AWS Big Data Blog
Set up federated access to Amazon Athena for Microsoft AD FS users using AWS Lake Formation and a JDBC client
Tens of thousands of AWS customers choose Amazon Simple Storage Service (Amazon S3) as their data lake to run big data analytics, interactive queries, high-performance computing, and artificial intelligence (AI) and machine learning (ML) applications to gain business insights from their data. On top of these data lakes, you can use AWS Lake Formation to ingest, clean, catalog, transform, and help secure your data and make it available for analysis and ML. Once you have setup your data lake, you can use Amazon Athena which is an interactive query service that makes it easy to analyze data in Amazon Simple Storage Service (Amazon S3) using standard SQL.

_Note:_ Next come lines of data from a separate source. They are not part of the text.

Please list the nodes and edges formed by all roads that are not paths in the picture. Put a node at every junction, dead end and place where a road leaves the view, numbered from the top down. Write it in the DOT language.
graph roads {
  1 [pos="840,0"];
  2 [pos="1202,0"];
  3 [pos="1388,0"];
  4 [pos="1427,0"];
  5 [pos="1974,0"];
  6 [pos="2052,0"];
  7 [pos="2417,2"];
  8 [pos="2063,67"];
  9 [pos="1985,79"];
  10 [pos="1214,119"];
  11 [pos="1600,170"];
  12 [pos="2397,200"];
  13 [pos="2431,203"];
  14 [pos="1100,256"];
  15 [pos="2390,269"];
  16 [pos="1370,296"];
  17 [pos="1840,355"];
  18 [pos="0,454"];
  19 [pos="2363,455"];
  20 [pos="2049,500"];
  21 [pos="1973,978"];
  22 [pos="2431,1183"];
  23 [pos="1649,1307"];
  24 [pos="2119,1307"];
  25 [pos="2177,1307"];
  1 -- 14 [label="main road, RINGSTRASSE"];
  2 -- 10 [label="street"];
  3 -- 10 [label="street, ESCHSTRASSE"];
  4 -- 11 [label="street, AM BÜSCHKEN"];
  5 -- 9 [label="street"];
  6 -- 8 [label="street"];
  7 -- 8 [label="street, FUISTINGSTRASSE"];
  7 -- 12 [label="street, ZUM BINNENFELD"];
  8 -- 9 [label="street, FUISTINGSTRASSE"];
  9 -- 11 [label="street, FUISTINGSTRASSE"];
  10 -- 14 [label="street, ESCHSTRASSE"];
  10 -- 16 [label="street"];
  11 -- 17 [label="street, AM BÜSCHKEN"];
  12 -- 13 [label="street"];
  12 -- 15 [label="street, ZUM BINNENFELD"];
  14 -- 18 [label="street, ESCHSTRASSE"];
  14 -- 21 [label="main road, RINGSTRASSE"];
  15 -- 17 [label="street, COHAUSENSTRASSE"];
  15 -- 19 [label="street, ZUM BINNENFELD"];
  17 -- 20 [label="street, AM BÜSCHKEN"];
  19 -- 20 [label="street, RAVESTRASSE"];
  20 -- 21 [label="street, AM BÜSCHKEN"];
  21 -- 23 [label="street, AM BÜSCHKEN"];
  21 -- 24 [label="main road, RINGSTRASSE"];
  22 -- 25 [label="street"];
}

With Lake Formation, you can configure and manage fine-grained access control to new or existing databases, tables, and columns defined in the AWS Glue Data Catalog for data stored in Amazon S3. After you set access permissions using Lake Formation, you can use analytics services such as Amazon Athena, Amazon Redshift, and Amazon EMR without needing to configure policies for each service.
Many of our customers use Microsoft Active Directory Federation Services (AD FS) as their identity provider (IdP) while using cloud-based services. In this post, we provide a step-by-step walkthrough of configuring AD FS as the IdP for SAML-based authentication with Athena to query data stored in Amazon S3, with access permissions defined using Lake Formation. This enables end-users to log in to their SQL client using Active Directory credentials and access data with fine-grained access permissions.
Solution overview
To build the solution, we start by establishing trust between AD FS and your AWS account. With this trust in place, AD users can federate into AWS using their AD credentials and assume permissions of an AWS Identity and Access Management (IAM) role to access AWS resources such as the Athena API.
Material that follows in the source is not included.